DIRECTIONS: Copy out the data below. Keep every word as it is.

[Stored items]
◆ ◆ ◆ ◆ ◆
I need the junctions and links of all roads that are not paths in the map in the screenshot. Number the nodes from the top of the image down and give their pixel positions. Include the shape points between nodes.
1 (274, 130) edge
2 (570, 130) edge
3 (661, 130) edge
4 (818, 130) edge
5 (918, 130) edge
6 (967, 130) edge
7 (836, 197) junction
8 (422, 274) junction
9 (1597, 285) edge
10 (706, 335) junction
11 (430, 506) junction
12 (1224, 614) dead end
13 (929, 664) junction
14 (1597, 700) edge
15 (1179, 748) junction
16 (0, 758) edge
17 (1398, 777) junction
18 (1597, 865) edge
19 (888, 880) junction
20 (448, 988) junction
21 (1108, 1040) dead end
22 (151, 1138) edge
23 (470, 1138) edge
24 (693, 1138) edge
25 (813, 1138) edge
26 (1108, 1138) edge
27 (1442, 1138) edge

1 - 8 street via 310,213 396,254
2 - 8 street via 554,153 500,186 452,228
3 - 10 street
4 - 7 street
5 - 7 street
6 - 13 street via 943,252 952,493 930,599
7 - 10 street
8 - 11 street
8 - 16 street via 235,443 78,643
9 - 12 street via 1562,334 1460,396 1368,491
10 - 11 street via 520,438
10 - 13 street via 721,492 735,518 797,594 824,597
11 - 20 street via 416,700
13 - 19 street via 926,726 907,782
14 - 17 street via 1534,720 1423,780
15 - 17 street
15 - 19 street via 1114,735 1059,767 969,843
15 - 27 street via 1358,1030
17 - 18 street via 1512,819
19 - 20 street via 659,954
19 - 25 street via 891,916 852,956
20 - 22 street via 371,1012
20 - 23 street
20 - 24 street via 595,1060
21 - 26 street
◆ ◆ ◆ ◆ ◆
RESULT FOR THIS EXERCISE:
I need the junctions and links of all roads that are not paths in the map in the screenshot. Number the nodes from the top of the image down and give their pixel positions. Include the shape points between nodes.
1 (274, 130) edge
2 (570, 130) edge
3 (661, 130) edge
4 (818, 130) edge
5 (918, 130) edge
6 (967, 130) edge
7 (836, 197) junction
8 (422, 274) junction
9 (1597, 285) edge
10 (706, 335) junction
11 (430, 506) junction
12 (1224, 614) dead end
13 (929, 664) junction
14 (1597, 700) edge
15 (1179, 748) junction
16 (0, 758) edge
17 (1398, 777) junction
18 (1597, 865) edge
19 (888, 880) junction
20 (448, 988) junction
21 (1108, 1040) dead end
22 (151, 1138) edge
23 (470, 1138) edge
24 (693, 1138) edge
25 (813, 1138) edge
26 (1108, 1138) edge
27 (1442, 1138) edge

1 - 8 street via 310,213 396,254
2 - 8 street via 554,153 500,186 452,228
3 - 10 street
4 - 7 street
5 - 7 street
6 - 13 street via 943,252 952,493 930,599
7 - 10 street
8 - 11 street
8 - 16 street via 235,443 78,643
9 - 12 street via 1562,334 1460,396 1368,491
10 - 11 street via 520,438
10 - 13 street via 721,492 735,518 797,594 824,597
11 - 20 street via 416,700
13 - 19 street via 926,726 907,782
14 - 17 street via 1534,720 1423,780
15 - 17 street
15 - 19 street via 1114,735 1059,767 969,843
15 - 27 street via 1358,1030
17 - 18 street via 1512,819
19 - 20 street via 659,954
19 - 25 street via 891,916 852,956
20 - 22 street via 371,1012
20 - 23 street
20 - 24 street via 595,1060
21 - 26 street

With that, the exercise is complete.